Today you discover in your brother things from which you shrink, and which might have the effect of freezing your love to him; but you do not need to have these feelings. When the current approaches you, go back to the ground of your standing in Christ; the Word of God, which has power to keep you; Jesus the living Word; also, the written Word; and let what you have learned in this Holy Book go forth and prove its power in its moment of conflict, When some corruptible thing appears in your brother, which has the tendency to call forth that which is corruptible in you, go back to your regeneration in God; you, being born of the incorruptible, are to overcome evil by the glory of God.

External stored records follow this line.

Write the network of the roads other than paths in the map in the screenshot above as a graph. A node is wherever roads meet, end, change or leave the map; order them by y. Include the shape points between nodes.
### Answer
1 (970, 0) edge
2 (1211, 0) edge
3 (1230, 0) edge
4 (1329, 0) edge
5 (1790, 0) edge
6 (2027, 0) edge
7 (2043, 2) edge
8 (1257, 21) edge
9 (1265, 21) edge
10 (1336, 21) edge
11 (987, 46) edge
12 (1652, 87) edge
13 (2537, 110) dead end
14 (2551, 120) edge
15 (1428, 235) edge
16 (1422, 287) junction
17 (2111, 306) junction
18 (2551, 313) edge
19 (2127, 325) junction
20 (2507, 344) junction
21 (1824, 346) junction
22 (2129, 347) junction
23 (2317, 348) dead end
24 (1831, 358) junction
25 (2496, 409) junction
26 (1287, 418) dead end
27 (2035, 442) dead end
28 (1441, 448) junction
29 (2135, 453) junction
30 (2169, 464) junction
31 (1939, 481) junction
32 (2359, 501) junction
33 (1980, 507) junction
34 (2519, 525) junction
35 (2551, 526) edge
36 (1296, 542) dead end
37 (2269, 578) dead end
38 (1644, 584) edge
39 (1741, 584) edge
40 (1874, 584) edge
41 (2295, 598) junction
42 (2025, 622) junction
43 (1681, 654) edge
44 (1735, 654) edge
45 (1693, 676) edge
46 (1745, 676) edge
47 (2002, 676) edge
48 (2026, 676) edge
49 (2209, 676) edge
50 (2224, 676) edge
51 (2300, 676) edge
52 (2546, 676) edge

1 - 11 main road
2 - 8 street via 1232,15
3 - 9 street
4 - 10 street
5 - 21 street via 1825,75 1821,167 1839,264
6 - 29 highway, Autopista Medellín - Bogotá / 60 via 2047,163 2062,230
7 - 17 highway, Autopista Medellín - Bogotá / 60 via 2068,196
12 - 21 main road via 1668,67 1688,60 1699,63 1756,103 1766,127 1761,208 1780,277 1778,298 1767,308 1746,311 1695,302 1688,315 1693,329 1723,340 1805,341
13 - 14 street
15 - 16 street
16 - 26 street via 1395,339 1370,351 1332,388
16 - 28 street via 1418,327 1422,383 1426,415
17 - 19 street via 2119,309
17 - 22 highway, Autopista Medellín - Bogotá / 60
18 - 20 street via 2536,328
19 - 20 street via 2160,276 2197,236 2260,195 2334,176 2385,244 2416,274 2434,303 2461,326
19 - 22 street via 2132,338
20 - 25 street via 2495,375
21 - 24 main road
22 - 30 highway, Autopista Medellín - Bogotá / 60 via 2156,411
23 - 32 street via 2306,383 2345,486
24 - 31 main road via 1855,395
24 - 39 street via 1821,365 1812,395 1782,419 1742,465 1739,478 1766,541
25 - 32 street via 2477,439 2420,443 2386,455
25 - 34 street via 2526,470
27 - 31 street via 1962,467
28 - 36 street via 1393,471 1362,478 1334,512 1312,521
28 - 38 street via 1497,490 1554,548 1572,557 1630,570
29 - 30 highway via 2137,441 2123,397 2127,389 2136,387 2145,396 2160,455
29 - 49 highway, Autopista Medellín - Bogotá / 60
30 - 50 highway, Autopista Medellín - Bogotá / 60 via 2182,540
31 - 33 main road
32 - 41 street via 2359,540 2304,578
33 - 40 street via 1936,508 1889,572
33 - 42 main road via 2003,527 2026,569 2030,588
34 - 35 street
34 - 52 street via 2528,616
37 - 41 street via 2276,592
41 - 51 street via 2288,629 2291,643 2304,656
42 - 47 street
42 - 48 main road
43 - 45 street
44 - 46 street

That is glory.

"For all flesh is as grass, and all the glory thereof as the flower of the grass." Our love (to the brother) must not depend on the aspect and the sweetness of the flower—the lovely character which attracts our admiration—all this is corruption. "The grass withereth, and the flower fadeth, but the Word of the Lord abideth." And whoever is begotten by this Word of God and has a new nature formed in him can stand the falling of the flower, the withering of the grass.

And if tomorrow you see in your brother things quite different from those to which you were accustomed, your love takes fresh power and springs forth to show your heavenly standing, proving that your faith and hope are in God. When your love grows cold, then you feed the flesh in your brother; but when the love of God in you can stand the test, you help forward the Divine Life in your brother.

"This is the word of good tidings which was preached unto you. Putting away, therefore, all guile, all wickedness, hypocrisies, and envies, and all evil speakings... as new-born babes, long for the spiritual milk which is without guile, that ye may grow thereby unto salvation" (I Peter 2:1). This salvation is a life of love, and he who loves his brother thus will cease from putting stumbling blocks in his way or being an occasion of his falling. "Love one another from a pure heart fervently."